Stored items

══════

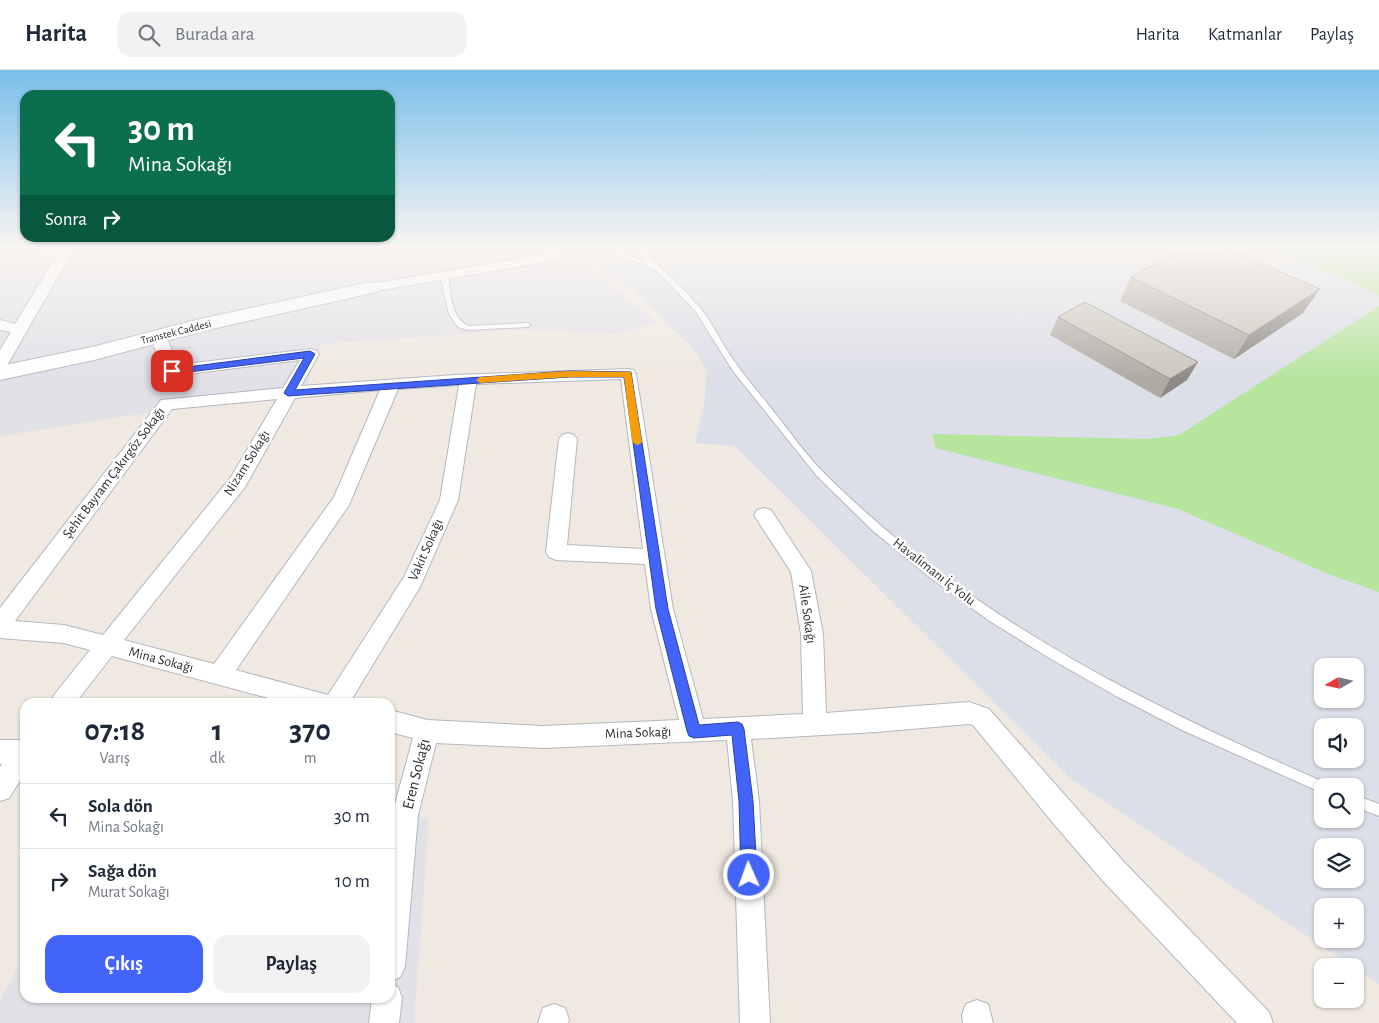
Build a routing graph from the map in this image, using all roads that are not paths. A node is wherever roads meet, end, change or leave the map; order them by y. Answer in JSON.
{"nodes":[{"id":1,"x":43,"y":290,"type":"edge"},
{"id":2,"x":359,"y":290,"type":"edge"},
{"id":3,"x":447,"y":290,"type":"edge"},
{"id":4,"x":680,"y":290,"type":"edge"},
{"id":5,"x":0,"y":324,"type":"edge"},
{"id":6,"x":527,"y":325,"type":"dead end"},
{"id":7,"x":20,"y":330,"type":"junction"},
{"id":8,"x":158,"y":336,"type":"junction"},
{"id":9,"x":0,"y":364,"type":"edge"},
{"id":10,"x":0,"y":373,"type":"edge"},
{"id":11,"x":468,"y":380,"type":"junction"},
{"id":12,"x":391,"y":386,"type":"junction"},
{"id":13,"x":288,"y":393,"type":"junction"},
{"id":14,"x":568,"y":439,"type":"dead end"},
{"id":15,"x":764,"y":515,"type":"dead end"},
{"id":16,"x":654,"y":557,"type":"junction"},
{"id":17,"x":0,"y":624,"type":"edge"},
{"id":18,"x":0,"y":629,"type":"edge"},
{"id":19,"x":106,"y":646,"type":"junction"},
{"id":20,"x":219,"y":676,"type":"junction"},
{"id":21,"x":65,"y":698,"type":"edge"},
{"id":22,"x":304,"y":698,"type":"edge"},
{"id":23,"x":340,"y":698,"type":"edge"},
{"id":24,"x":395,"y":722,"type":"edge"},
{"id":25,"x":815,"y":724,"type":"junction"},
{"id":26,"x":738,"y":729,"type":"junction"},
{"id":27,"x":427,"y":731,"type":"junction"},
{"id":28,"x":694,"y":731,"type":"junction"},
{"id":29,"x":20,"y":751,"type":"edge"},
{"id":30,"x":0,"y":752,"type":"edge"},
{"id":31,"x":20,"y":759,"type":"edge"},
{"id":32,"x":1314,"y":783,"type":"edge"},
{"id":33,"x":0,"y":789,"type":"edge"},
{"id":34,"x":1364,"y":804,"type":"edge"},
{"id":35,"x":1379,"y":810,"type":"edge"},
{"id":36,"x":395,"y":916,"type":"edge"},
{"id":37,"x":386,"y":1003,"type":"edge"},
{"id":38,"x":384,"y":1023,"type":"edge"},
{"id":39,"x":755,"y":1023,"type":"edge"},
{"id":40,"x":1258,"y":1023,"type":"edge"}],
"edges":[{"from":1,"to":7,"type":"street"},
{"from":2,"to":8,"type":"street","name":"Transtek Caddesi"},
{"from":3,"to":6,"type":"lane"},
{"from":4,"to":32,"type":"lane","name":"Havalimanı İç Yolu"},
{"from":5,"to":7,"type":"street"},
{"from":7,"to":9,"type":"street"},
{"from":8,"to":10,"type":"street","name":"Transtek Caddesi"},
{"from":8,"to":13,"type":"street","name":"Nizam Sokağı"},
{"from":11,"to":12,"type":"street","name":"Şehit Bayram Çakırgöz Sokağı"},
{"from":11,"to":16,"type":"street","name":"Şehit Bayram Çakırgöz Sokağı"},
{"from":11,"to":23,"type":"street","name":"Vakit Sokağı"},
{"from":12,"to":13,"type":"street","name":"Şehit Bayram Çakırgöz Sokağı"},
{"from":12,"to":20,"type":"street"},
{"from":13,"to":17,"type":"street","name":"Şehit Bayram Çakırgöz Sokağı"},
{"from":13,"to":19,"type":"street","name":"Nizam Sokağı"},
{"from":14,"to":16,"type":"street"},
{"from":15,"to":25,"type":"street","name":"Aile Sokağı"},
{"from":16,"to":28,"type":"street"},
{"from":18,"to":19,"type":"street","name":"Mina Sokağı"},
{"from":19,"to":20,"type":"street","name":"Mina Sokağı"},
{"from":19,"to":21,"type":"street","name":"Nizam Sokağı"},
{"from":20,"to":22,"type":"street","name":"Mina Sokağı"},
{"from":24,"to":27,"type":"street","name":"Mina Sokağı"},
{"from":25,"to":26,"type":"street","name":"Mina Sokağı"},
{"from":25,"to":40,"type":"street","name":"Mina Sokağı"},
{"from":26,"to":28,"type":"street","name":"Mina Sokağı"},
{"from":26,"to":39,"type":"street"},
{"from":27,"to":28,"type":"street","name":"Mina Sokağı"},
{"from":27,"to":36,"type":"street","name":"Eren Sokağı"},
{"from":29,"to":30,"type":"street"},
{"from":31,"to":33,"type":"street"},
{"from":34,"to":35,"type":"lane"},
{"from":37,"to":38,"type":"street"}]}
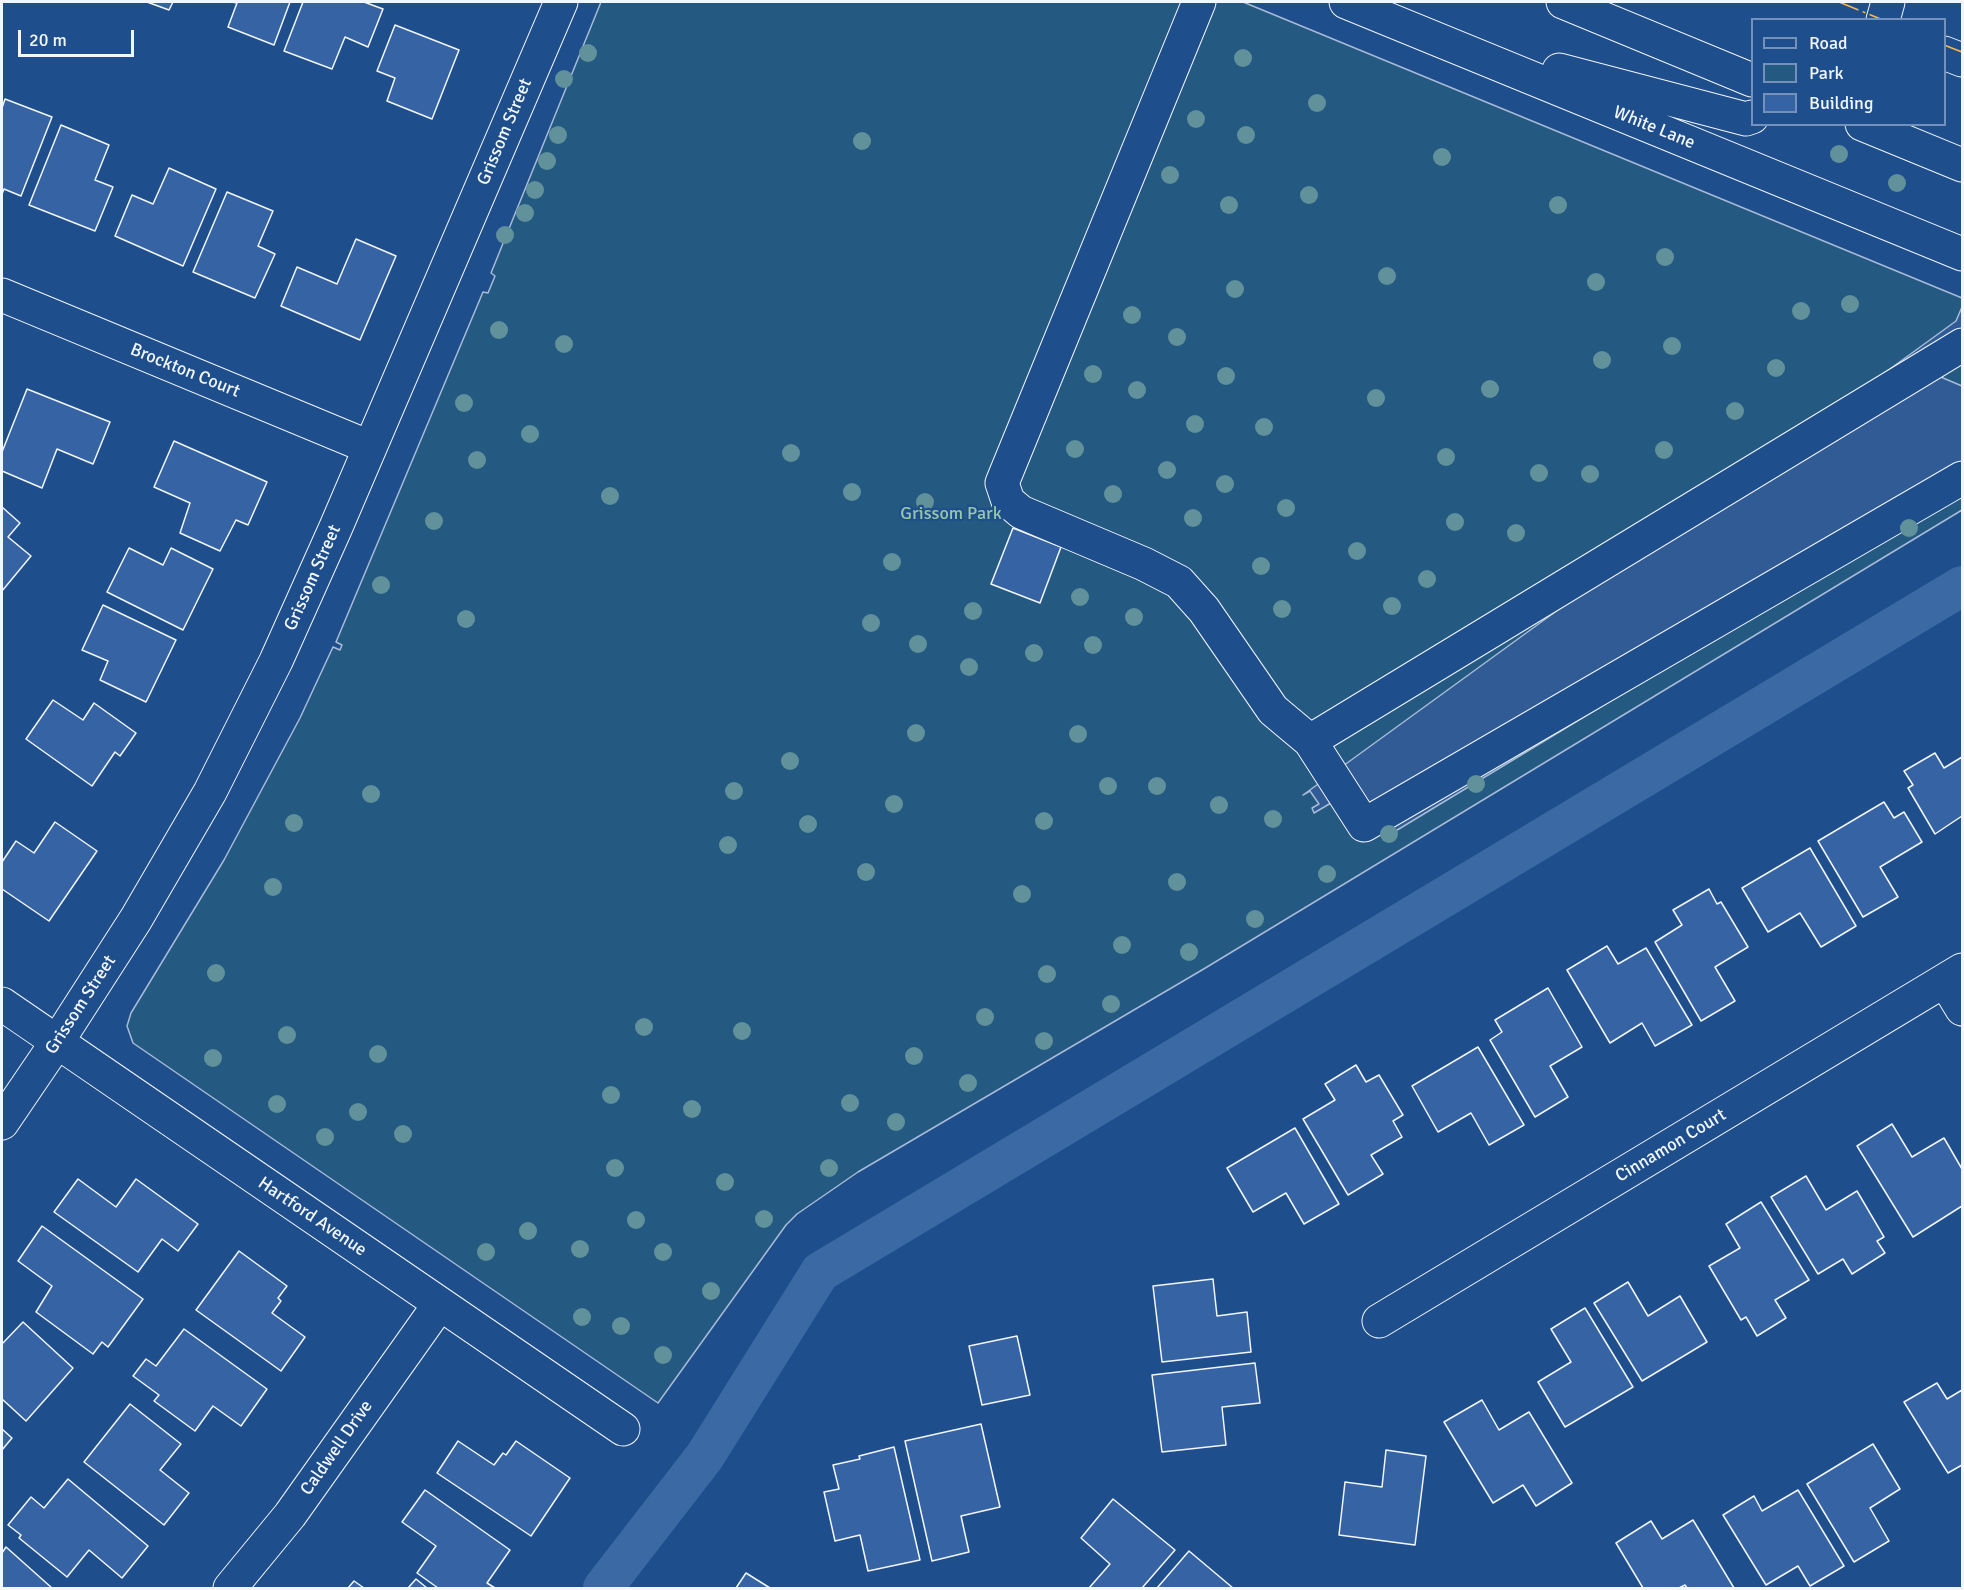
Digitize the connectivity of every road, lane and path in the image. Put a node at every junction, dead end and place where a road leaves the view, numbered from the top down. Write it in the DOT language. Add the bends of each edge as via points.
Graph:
graph roads {
  1 [pos="561,2"];
  2 [pos="1199,2"];
  3 [pos="1346,2"];
  4 [pos="1563,2"];
  5 [pos="1888,2"];
  6 [pos="1884,18"];
  7 [pos="1433,37"];
  8 [pos="1946,54"];
  9 [pos="1962,60"];
  10 [pos="1751,80"];
  11 [pos="1751,117"];
  12 [pos="1869,126"];
  13 [pos="1960,158"];
  14 [pos="1962,254"];
  15 [pos="2,295"];
  16 [pos="1962,345"];
  17 [pos="369,447"];
  18 [pos="1962,478"];
  19 [pos="1310,741"];
  20 [pos="1954,976"];
  21 [pos="2,1005"];
  22 [pos="1962,1009"];
  23 [pos="57,1042"];
  24 [pos="2,1123"];
  25 [pos="439,1305"];
  26 [pos="1379,1321"];
  27 [pos="623,1429"];
  28 [pos="230,1588"];
  1 -- 17 [label="street, Grissom Street"];
  2 -- 19 [label="street" via="1002,483 1008,501 1021,512 1179,582 1204,610 1274,710"];
  3 -- 7 [label="street, White Lane"];
  4 -- 10 [label="street"];
  5 -- 6 [label="street"];
  7 -- 11 [label="street"];
  7 -- 14 [label="street, White Lane"];
  8 -- 9 [label="street"];
  12 -- 13 [label="street"];
  15 -- 17 [label="street, Brockton Court"];
  16 -- 19 [label="street"];
  17 -- 23 [label="street, Grissom Street" via="276,661 210,792 136,919"];
  18 -- 19 [label="street" via="1364,825"];
  20 -- 22 [label="street"];
  20 -- 26 [label="street, Cinnamon Court"];
  21 -- 23 [label="street, Hartford Avenue"];
  23 -- 24 [label="street, Grissom Street"];
  23 -- 25 [label="street, Hartford Avenue"];
  25 -- 27 [label="street, Hartford Avenue"];
  25 -- 28 [label="street, Caldwell Drive" via="290,1515"];
}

══════

> [Problem requirements]
Write out every line above again exactly, with the pictures left out.

> [Response to this task]
Build a routing graph from the map in this image, using all roads that are not paths. A node is wherever roads meet, end, change or leave the map; order them by y. Answer in JSON.
{"nodes":[{"id":1,"x":43,"y":290,"type":"edge"},
{"id":2,"x":359,"y":290,"type":"edge"},
{"id":3,"x":447,"y":290,"type":"edge"},
{"id":4,"x":680,"y":290,"type":"edge"},
{"id":5,"x":0,"y":324,"type":"edge"},
{"id":6,"x":527,"y":325,"type":"dead end"},
{"id":7,"x":20,"y":330,"type":"junction"},
{"id":8,"x":158,"y":336,"type":"junction"},
{"id":9,"x":0,"y":364,"type":"edge"},
{"id":10,"x":0,"y":373,"type":"edge"},
{"id":11,"x":468,"y":380,"type":"junction"},
{"id":12,"x":391,"y":386,"type":"junction"},
{"id":13,"x":288,"y":393,"type":"junction"},
{"id":14,"x":568,"y":439,"type":"dead end"},
{"id":15,"x":764,"y":515,"type":"dead end"},
{"id":16,"x":654,"y":557,"type":"junction"},
{"id":17,"x":0,"y":624,"type":"edge"},
{"id":18,"x":0,"y":629,"type":"edge"},
{"id":19,"x":106,"y":646,"type":"junction"},
{"id":20,"x":219,"y":676,"type":"junction"},
{"id":21,"x":65,"y":698,"type":"edge"},
{"id":22,"x":304,"y":698,"type":"edge"},
{"id":23,"x":340,"y":698,"type":"edge"},
{"id":24,"x":395,"y":722,"type":"edge"},
{"id":25,"x":815,"y":724,"type":"junction"},
{"id":26,"x":738,"y":729,"type":"junction"},
{"id":27,"x":427,"y":731,"type":"junction"},
{"id":28,"x":694,"y":731,"type":"junction"},
{"id":29,"x":20,"y":751,"type":"edge"},
{"id":30,"x":0,"y":752,"type":"edge"},
{"id":31,"x":20,"y":759,"type":"edge"},
{"id":32,"x":1314,"y":783,"type":"edge"},
{"id":33,"x":0,"y":789,"type":"edge"},
{"id":34,"x":1364,"y":804,"type":"edge"},
{"id":35,"x":1379,"y":810,"type":"edge"},
{"id":36,"x":395,"y":916,"type":"edge"},
{"id":37,"x":386,"y":1003,"type":"edge"},
{"id":38,"x":384,"y":1023,"type":"edge"},
{"id":39,"x":755,"y":1023,"type":"edge"},
{"id":40,"x":1258,"y":1023,"type":"edge"}],
"edges":[{"from":1,"to":7,"type":"street"},
{"from":2,"to":8,"type":"street","name":"Transtek Caddesi"},
{"from":3,"to":6,"type":"lane"},
{"from":4,"to":32,"type":"lane","name":"Havalimanı İç Yolu"},
{"from":5,"to":7,"type":"street"},
{"from":7,"to":9,"type":"street"},
{"from":8,"to":10,"type":"street","name":"Transtek Caddesi"},
{"from":8,"to":13,"type":"street","name":"Nizam Sokağı"},
{"from":11,"to":12,"type":"street","name":"Şehit Bayram Çakırgöz Sokağı"},
{"from":11,"to":16,"type":"street","name":"Şehit Bayram Çakırgöz Sokağı"},
{"from":11,"to":23,"type":"street","name":"Vakit Sokağı"},
{"from":12,"to":13,"type":"street","name":"Şehit Bayram Çakırgöz Sokağı"},
{"from":12,"to":20,"type":"street"},
{"from":13,"to":17,"type":"street","name":"Şehit Bayram Çakırgöz Sokağı"},
{"from":13,"to":19,"type":"street","name":"Nizam Sokağı"},
{"from":14,"to":16,"type":"street"},
{"from":15,"to":25,"type":"street","name":"Aile Sokağı"},
{"from":16,"to":28,"type":"street"},
{"from":18,"to":19,"type":"street","name":"Mina Sokağı"},
{"from":19,"to":20,"type":"street","name":"Mina Sokağı"},
{"from":19,"to":21,"type":"street","name":"Nizam Sokağı"},
{"from":20,"to":22,"type":"street","name":"Mina Sokağı"},
{"from":24,"to":27,"type":"street","name":"Mina Sokağı"},
{"from":25,"to":26,"type":"street","name":"Mina Sokağı"},
{"from":25,"to":40,"type":"street","name":"Mina Sokağı"},
{"from":26,"to":28,"type":"street","name":"Mina Sokağı"},
{"from":26,"to":39,"type":"street"},
{"from":27,"to":28,"type":"street","name":"Mina Sokağı"},
{"from":27,"to":36,"type":"street","name":"Eren Sokağı"},
{"from":29,"to":30,"type":"street"},
{"from":31,"to":33,"type":"street"},
{"from":34,"to":35,"type":"lane"},
{"from":37,"to":38,"type":"street"}]}
Digitize the connectivity of every road, lane and path in the image. Put a node at every junction, dead end and place where a road leaves the view, numbered from the top down. Write it in the DOT language. Add the bends of each edge as via points.
Graph:
graph roads {
  1 [pos="561,2"];
  2 [pos="1199,2"];
  3 [pos="1346,2"];
  4 [pos="1563,2"];
  5 [pos="1888,2"];
  6 [pos="1884,18"];
  7 [pos="1433,37"];
  8 [pos="1946,54"];
  9 [pos="1962,60"];
  10 [pos="1751,80"];
  11 [pos="1751,117"];
  12 [pos="1869,126"];
  13 [pos="1960,158"];
  14 [pos="1962,254"];
  15 [pos="2,295"];
  16 [pos="1962,345"];
  17 [pos="369,447"];
  18 [pos="1962,478"];
  19 [pos="1310,741"];
  20 [pos="1954,976"];
  21 [pos="2,1005"];
  22 [pos="1962,1009"];
  23 [pos="57,1042"];
  24 [pos="2,1123"];
  25 [pos="439,1305"];
  26 [pos="1379,1321"];
  27 [pos="623,1429"];
  28 [pos="230,1588"];
  1 -- 17 [label="street, Grissom Street"];
  2 -- 19 [label="street" via="1002,483 1008,501 1021,512 1179,582 1204,610 1274,710"];
  3 -- 7 [label="street, White Lane"];
  4 -- 10 [label="street"];
  5 -- 6 [label="street"];
  7 -- 11 [label="street"];
  7 -- 14 [label="street, White Lane"];
  8 -- 9 [label="street"];
  12 -- 13 [label="street"];
  15 -- 17 [label="street, Brockton Court"];
  16 -- 19 [label="street"];
  17 -- 23 [label="street, Grissom Street" via="276,661 210,792 136,919"];
  18 -- 19 [label="street" via="1364,825"];
  20 -- 22 [label="street"];
  20 -- 26 [label="street, Cinnamon Court"];
  21 -- 23 [label="street, Hartford Avenue"];
  23 -- 24 [label="street, Grissom Street"];
  23 -- 25 [label="street, Hartford Avenue"];
  25 -- 27 [label="street, Hartford Avenue"];
  25 -- 28 [label="street, Caldwell Drive" via="290,1515"];
}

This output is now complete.